• DIRECTIONS FOR THIS TASK:
The reply should be an exact repeat of the listing, with no pictures in it.

******

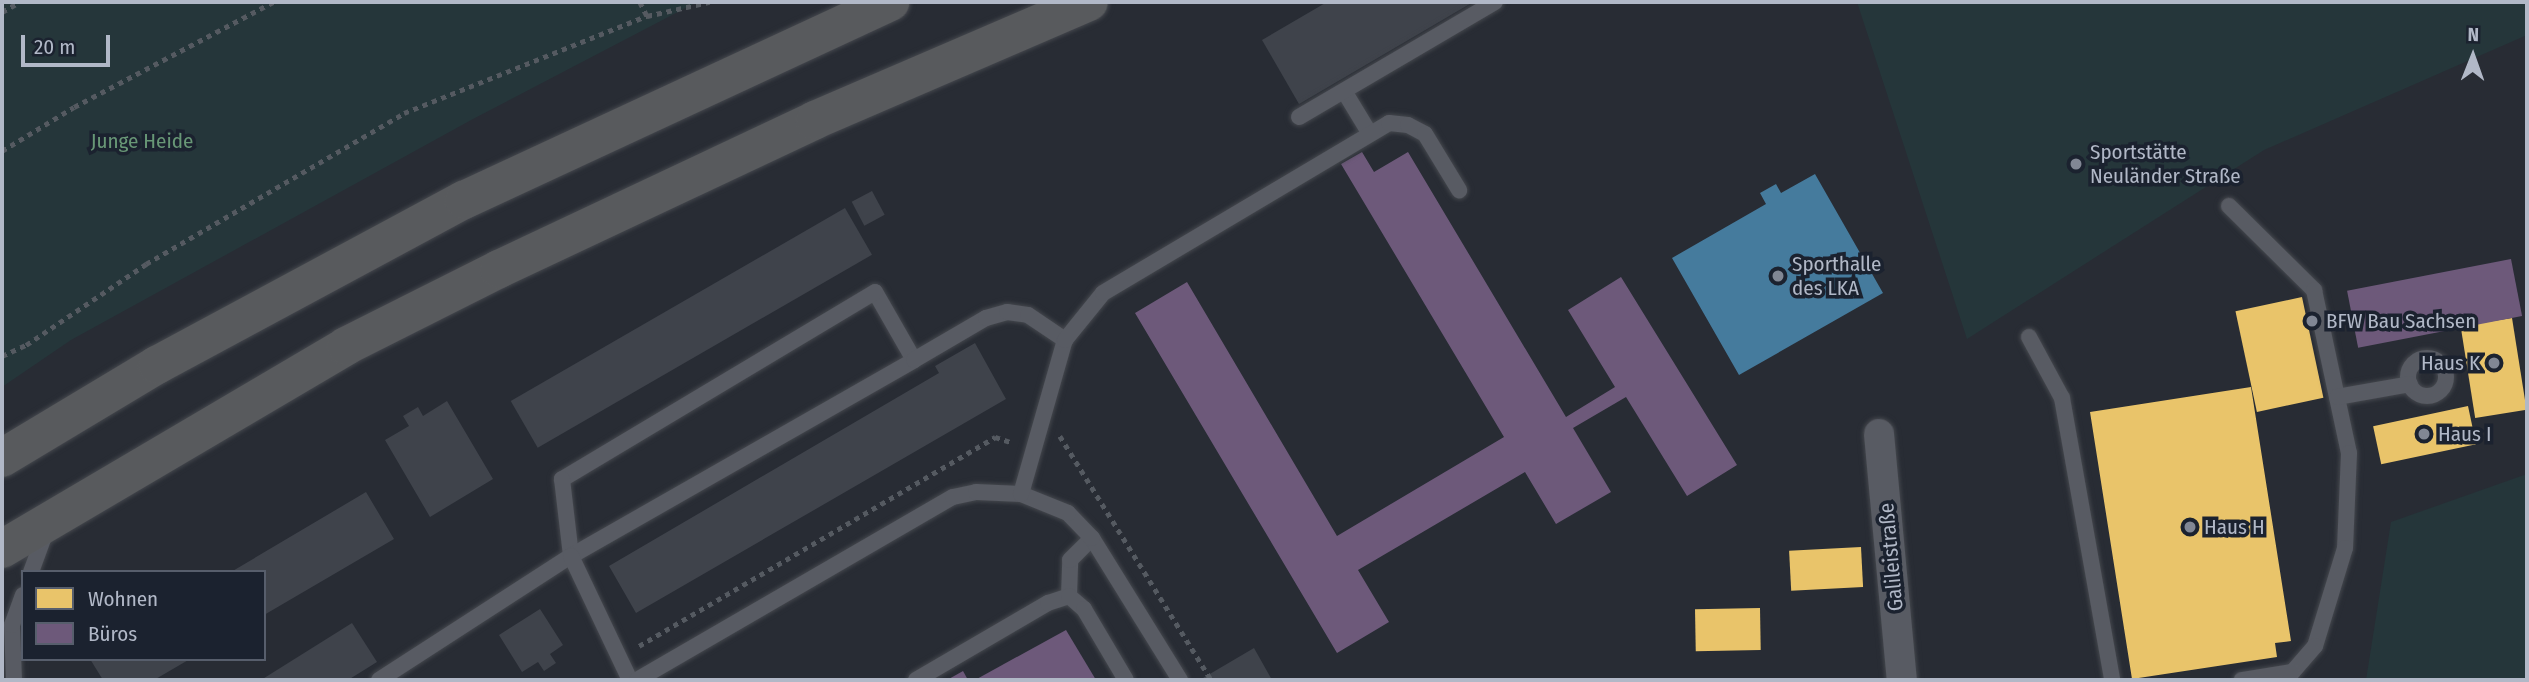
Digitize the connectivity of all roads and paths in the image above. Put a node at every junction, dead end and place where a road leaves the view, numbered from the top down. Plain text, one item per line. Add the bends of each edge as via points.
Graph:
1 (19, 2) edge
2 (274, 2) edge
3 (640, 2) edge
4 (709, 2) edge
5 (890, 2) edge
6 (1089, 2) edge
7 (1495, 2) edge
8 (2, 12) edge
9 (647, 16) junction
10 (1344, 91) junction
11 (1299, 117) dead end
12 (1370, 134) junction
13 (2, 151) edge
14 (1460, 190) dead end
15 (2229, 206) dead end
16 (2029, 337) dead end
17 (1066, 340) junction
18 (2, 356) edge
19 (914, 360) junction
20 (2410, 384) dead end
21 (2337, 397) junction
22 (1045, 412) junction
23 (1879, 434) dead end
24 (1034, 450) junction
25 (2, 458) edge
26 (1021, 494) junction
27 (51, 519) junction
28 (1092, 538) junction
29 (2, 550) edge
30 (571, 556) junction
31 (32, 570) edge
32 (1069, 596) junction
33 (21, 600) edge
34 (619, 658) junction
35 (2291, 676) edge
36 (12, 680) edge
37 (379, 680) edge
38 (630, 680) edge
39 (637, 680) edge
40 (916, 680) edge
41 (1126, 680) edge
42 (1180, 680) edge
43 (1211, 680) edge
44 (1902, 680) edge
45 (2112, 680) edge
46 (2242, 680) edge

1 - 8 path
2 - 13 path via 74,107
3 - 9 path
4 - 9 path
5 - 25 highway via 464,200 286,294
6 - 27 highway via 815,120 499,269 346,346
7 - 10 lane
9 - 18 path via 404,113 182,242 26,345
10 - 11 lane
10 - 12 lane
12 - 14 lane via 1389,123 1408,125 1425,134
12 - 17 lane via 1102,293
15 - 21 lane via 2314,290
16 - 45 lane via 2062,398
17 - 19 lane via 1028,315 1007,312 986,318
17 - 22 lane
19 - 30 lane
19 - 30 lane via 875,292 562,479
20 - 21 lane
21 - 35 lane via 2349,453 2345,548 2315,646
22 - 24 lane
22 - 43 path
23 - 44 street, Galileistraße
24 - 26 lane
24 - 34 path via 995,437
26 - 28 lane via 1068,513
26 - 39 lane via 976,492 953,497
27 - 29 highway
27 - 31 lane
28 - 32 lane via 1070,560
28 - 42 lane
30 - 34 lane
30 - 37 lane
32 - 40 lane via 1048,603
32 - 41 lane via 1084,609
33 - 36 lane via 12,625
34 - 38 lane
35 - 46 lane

******

• ANSWER:
Digitize the connectivity of all roads and paths in the image above. Put a node at every junction, dead end and place where a road leaves the view, numbered from the top down. Plain text, one item per line. Add the bends of each edge as via points.
Graph:
1 (19, 2) edge
2 (274, 2) edge
3 (640, 2) edge
4 (709, 2) edge
5 (890, 2) edge
6 (1089, 2) edge
7 (1495, 2) edge
8 (2, 12) edge
9 (647, 16) junction
10 (1344, 91) junction
11 (1299, 117) dead end
12 (1370, 134) junction
13 (2, 151) edge
14 (1460, 190) dead end
15 (2229, 206) dead end
16 (2029, 337) dead end
17 (1066, 340) junction
18 (2, 356) edge
19 (914, 360) junction
20 (2410, 384) dead end
21 (2337, 397) junction
22 (1045, 412) junction
23 (1879, 434) dead end
24 (1034, 450) junction
25 (2, 458) edge
26 (1021, 494) junction
27 (51, 519) junction
28 (1092, 538) junction
29 (2, 550) edge
30 (571, 556) junction
31 (32, 570) edge
32 (1069, 596) junction
33 (21, 600) edge
34 (619, 658) junction
35 (2291, 676) edge
36 (12, 680) edge
37 (379, 680) edge
38 (630, 680) edge
39 (637, 680) edge
40 (916, 680) edge
41 (1126, 680) edge
42 (1180, 680) edge
43 (1211, 680) edge
44 (1902, 680) edge
45 (2112, 680) edge
46 (2242, 680) edge

1 - 8 path
2 - 13 path via 74,107
3 - 9 path
4 - 9 path
5 - 25 highway via 464,200 286,294
6 - 27 highway via 815,120 499,269 346,346
7 - 10 lane
9 - 18 path via 404,113 182,242 26,345
10 - 11 lane
10 - 12 lane
12 - 14 lane via 1389,123 1408,125 1425,134
12 - 17 lane via 1102,293
15 - 21 lane via 2314,290
16 - 45 lane via 2062,398
17 - 19 lane via 1028,315 1007,312 986,318
17 - 22 lane
19 - 30 lane
19 - 30 lane via 875,292 562,479
20 - 21 lane
21 - 35 lane via 2349,453 2345,548 2315,646
22 - 24 lane
22 - 43 path
23 - 44 street, Galileistraße
24 - 26 lane
24 - 34 path via 995,437
26 - 28 lane via 1068,513
26 - 39 lane via 976,492 953,497
27 - 29 highway
27 - 31 lane
28 - 32 lane via 1070,560
28 - 42 lane
30 - 34 lane
30 - 37 lane
32 - 40 lane via 1048,603
32 - 41 lane via 1084,609
33 - 36 lane via 12,625
34 - 38 lane
35 - 46 lane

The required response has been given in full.